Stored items
* * * *
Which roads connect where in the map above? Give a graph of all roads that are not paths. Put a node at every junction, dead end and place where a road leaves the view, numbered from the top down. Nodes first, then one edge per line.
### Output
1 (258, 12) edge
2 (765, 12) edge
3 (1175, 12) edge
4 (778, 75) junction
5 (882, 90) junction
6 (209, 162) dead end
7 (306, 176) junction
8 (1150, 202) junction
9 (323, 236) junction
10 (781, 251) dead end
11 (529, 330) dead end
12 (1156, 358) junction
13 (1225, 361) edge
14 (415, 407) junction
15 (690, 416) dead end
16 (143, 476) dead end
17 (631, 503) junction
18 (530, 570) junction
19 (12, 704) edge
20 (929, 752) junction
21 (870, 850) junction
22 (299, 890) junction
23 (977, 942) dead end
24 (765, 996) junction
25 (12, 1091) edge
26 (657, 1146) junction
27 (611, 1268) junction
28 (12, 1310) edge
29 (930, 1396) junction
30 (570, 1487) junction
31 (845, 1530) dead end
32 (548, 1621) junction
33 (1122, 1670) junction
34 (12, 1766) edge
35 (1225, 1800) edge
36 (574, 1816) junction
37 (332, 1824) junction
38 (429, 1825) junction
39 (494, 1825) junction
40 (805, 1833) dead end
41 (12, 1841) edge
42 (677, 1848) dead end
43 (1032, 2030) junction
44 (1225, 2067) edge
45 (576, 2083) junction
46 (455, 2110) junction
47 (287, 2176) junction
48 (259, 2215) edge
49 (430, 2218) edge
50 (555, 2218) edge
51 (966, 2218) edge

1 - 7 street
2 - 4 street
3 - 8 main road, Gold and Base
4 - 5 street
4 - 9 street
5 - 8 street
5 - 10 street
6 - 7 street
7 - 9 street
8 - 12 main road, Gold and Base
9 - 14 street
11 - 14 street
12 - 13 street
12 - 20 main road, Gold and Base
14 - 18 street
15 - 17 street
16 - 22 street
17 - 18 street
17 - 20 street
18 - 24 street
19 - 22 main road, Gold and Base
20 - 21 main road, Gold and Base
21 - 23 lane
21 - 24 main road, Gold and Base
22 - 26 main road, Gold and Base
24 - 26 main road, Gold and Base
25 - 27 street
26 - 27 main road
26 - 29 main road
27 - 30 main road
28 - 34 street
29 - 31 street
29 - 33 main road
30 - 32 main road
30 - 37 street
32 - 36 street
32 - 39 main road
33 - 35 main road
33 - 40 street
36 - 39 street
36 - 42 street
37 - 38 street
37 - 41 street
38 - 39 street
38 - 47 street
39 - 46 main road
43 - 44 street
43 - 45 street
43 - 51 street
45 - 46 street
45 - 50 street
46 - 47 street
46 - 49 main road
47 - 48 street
* * * *
• **What you need to do**
The number alone is the answer: work out how many lines in the data contain "dead".

• **Expected answer**
10